Overnight into Tuesday and that front of wintry showers will be sitting across the east coast of Ireland, western and central areas of Scotland and north west England by the start of Tuesday morning rush hour with a lot of snow wrapped up in that moisture. As we go through the morning that band of wintry showers will sink south into Wales and eastern, northern England, however south and east of this it’ll be a dry, cold and bright start after a sharp overnight frost where temperatures are likely to drop to -3°C. We may just see some showers push further inland into The Midlands but we’ll see, currently this isn’t forecast.  As we go through the afternoon those showers will sit in a band stretching up from Wales through northern England and across to The North East with Scotland clearing to end the day with a nice, bright, cold, clear afternoon and evening. Ireland will have a dry, bright and clear day after those wintry showers depart the east coast during the late morning but we may well see them make a return into Connacht and Donegal later in the afternoon. So another bright, cold and dry day away from those wintry showers and with the wind turning more northerly I’d expect it to feel even colder with temperatures barely breaking freezing in the wind, maybe 2-3°C tops.

Mid-week already, how time flies when you’re freezing your nads off and Wednesday promises another largely cold, dry and bitterly cold day with a penetrating ground frost overnight perhaps down to -4°C in areas. With the light wind swinging round to the north west, it’s the turn of western coasts to bear the brunt of wintry showers with Wales, The South West and the western coast of Scotland at risk through the morning. Dry, bright and cold everywhere else so a great week to crack on with winter project work if you are able. Cloud cover may persist over Scotland and northern England through the afternoon and this will thicken to bring some more wintry showers along north western coasts as we close out the day. Ireland looks to start dry, bright and cold but cloud cover will thicken through the afternoon, it should stay dry though.  Again 2-3°C tops temperature-wise across the U.K and maybe 6-7°C across Ireland.

Moving into Thursday and overnight a weak band of rain and wintry showers has pushed into western Scotland and north west Ireland moving south and east by dawn. This moisture will likely fall as rain across Ireland as a change in the wind direction heralds in slightly milder air temperatures. As that moisture over Scotland and Wales meets the cold, continental air expect it to turn more wintry in nature. Through the morning that rain crosses slowly over Ireland and into the north west of England and Wales falling as snow over Scotland. This band of moisture is persistent and although it slowly clears Ireland during Thursday night it will turn more wintry in nature across the north and east of Ireland, Wales, the north west of England and Scotland pushing cloud before it. So a dry, bright and cold day for central and southern areas of England but through the day it’ll become cloudier as that band of wintry showers pushes moisture ahead of it. Similar temperatures to Wednesday with 2-3°C tops across the U.K and maybe 6-7°C across Ireland again.
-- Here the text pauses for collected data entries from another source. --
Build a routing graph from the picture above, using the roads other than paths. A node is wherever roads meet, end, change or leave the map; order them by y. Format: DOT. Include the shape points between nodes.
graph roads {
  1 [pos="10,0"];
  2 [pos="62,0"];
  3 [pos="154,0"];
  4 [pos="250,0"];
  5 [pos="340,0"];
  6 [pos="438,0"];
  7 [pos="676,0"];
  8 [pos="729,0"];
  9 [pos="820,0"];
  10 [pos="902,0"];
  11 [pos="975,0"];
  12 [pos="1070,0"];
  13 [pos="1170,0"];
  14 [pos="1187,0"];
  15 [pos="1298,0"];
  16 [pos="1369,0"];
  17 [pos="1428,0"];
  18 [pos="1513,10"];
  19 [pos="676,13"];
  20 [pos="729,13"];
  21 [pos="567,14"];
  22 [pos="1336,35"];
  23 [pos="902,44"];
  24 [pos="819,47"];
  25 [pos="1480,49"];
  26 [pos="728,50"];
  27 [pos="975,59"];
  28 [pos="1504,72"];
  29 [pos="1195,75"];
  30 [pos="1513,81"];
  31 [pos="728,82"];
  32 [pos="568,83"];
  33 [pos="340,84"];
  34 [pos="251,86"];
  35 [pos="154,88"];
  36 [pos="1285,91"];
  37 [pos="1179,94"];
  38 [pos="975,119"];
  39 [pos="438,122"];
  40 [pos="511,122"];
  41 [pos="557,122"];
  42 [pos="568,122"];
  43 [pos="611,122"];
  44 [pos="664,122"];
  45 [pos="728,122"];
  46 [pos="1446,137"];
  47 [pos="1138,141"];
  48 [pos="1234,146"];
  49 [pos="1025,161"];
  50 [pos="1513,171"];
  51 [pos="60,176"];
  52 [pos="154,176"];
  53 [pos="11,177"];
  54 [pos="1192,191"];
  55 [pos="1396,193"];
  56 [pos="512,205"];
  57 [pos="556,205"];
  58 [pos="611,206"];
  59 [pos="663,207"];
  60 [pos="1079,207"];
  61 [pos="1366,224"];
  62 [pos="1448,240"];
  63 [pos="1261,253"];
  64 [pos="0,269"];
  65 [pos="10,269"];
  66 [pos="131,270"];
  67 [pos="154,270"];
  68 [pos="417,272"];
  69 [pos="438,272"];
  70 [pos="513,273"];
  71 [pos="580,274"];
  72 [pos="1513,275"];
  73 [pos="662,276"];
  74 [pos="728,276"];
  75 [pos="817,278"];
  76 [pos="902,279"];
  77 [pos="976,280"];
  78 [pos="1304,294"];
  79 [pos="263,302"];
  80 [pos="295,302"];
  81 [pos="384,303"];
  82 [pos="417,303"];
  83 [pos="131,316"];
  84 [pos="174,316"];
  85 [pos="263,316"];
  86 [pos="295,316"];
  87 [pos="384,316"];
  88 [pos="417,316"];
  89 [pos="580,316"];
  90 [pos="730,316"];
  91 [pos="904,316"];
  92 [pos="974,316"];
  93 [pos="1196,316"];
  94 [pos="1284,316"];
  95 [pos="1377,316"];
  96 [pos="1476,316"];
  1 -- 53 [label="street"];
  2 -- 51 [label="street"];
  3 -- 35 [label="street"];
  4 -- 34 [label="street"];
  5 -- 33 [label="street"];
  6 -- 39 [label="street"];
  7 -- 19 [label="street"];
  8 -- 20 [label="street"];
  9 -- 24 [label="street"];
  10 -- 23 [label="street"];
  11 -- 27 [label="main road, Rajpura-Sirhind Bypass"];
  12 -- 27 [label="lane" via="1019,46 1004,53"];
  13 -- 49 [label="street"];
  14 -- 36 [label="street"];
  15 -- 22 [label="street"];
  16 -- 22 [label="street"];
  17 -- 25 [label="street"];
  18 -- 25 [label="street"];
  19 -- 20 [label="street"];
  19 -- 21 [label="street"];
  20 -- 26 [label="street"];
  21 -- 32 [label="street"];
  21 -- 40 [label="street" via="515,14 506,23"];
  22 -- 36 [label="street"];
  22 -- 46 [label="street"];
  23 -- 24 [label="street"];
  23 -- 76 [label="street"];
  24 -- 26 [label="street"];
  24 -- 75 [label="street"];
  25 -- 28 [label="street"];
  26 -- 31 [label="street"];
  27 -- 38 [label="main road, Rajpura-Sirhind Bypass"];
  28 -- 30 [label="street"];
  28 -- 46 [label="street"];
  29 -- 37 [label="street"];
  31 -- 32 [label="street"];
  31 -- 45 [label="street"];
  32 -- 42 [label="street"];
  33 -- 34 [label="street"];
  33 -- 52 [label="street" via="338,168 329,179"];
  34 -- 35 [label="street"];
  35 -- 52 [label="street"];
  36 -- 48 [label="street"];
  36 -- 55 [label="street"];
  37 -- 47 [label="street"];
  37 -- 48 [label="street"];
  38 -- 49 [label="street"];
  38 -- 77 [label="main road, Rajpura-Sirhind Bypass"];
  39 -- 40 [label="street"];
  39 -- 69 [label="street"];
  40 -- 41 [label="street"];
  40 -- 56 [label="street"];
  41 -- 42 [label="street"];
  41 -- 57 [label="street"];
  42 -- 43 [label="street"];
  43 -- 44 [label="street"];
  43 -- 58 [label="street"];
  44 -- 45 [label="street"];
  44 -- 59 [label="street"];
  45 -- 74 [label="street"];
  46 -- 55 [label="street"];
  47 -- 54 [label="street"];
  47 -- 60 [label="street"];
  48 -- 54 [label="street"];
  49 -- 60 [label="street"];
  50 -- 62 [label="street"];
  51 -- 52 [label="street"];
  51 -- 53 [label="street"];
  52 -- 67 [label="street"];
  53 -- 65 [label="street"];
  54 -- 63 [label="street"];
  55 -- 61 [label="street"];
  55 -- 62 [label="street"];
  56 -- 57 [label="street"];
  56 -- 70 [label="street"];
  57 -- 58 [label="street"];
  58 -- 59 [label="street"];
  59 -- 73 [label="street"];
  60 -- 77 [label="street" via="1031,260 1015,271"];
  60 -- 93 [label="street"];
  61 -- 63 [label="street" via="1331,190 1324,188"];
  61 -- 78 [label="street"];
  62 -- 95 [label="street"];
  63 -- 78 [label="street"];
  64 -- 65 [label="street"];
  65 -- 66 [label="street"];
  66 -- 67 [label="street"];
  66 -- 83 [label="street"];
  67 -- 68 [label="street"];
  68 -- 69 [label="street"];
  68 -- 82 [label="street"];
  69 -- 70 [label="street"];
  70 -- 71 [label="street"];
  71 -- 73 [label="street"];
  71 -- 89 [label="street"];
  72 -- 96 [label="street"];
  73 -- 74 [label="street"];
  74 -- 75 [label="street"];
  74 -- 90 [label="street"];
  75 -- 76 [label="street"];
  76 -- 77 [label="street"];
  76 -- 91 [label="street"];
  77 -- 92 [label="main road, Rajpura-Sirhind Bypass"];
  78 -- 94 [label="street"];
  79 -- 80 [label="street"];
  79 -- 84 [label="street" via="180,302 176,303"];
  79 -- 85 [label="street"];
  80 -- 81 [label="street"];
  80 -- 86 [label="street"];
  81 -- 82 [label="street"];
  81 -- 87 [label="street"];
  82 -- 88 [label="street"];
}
Friday sees the highest threat of moisture to the southern half of the U.K this week with that band of rain and wintry showers moving south and east overnight so we may start Friday morning wet with a mix of rain, sleet and snow extending all the way down into The Midlands. The boot is on the other foot on Friday because after a soggy Thursday, Ireland and Scotland look to have a bright, cold and dry end to the week. Through Friday morning that band of moisture will sink south and east affecting all areas before it eventaully moves off into The North Sea by the late afternoon. Another cold and dry end to the day and that means a penetrating frost for all of the U.K and Ireland on Friday night I reckon with a risk of wintry showers still for the north west coast of Ireland.

The weather at the end of the week pretty much shapes the beginning of the weekend because with a bright, cold and dry night we will all have a penetrating ground frost to start the weekend. So Saturday looks cold, dry and sunny across all areas with a really cold northerly wind dragging temperatures down towards a negative windchill. So it’s a winter walk, wrap up warm sort of day if you feel disposed to do so, except for Ireland where I think you’ll see a dry first half of the day but increasing wind and cloud will push rain in for the 2nd half of Saturday. Sunday sees the wind swing round to the west and gather strength, particularly over the north of England, Scotland and Ireland so milder but more unsettled with an increased risk of showers for the 2nd half of the weekend.

Weather Outlook

So next week looks like it’ll start with a North-South split in the weather with the south hanging onto that cold, dry, high pressure for a few more days. The north and west will come under the effect of another Atlantic low pressure system which will bring unsettled, windier weather in from the off and a milder westerly airstream. At present it looks like this low pressure system will sink south and exert its effect across all of the U.K and Ireland as we approach mid-week settling into a strong westerly wind, milder temperatures and some rainfall of course.

Agronomic Notes

As it’s the first blog of February it gives us a chance to look back at January and see what hand we were dealt.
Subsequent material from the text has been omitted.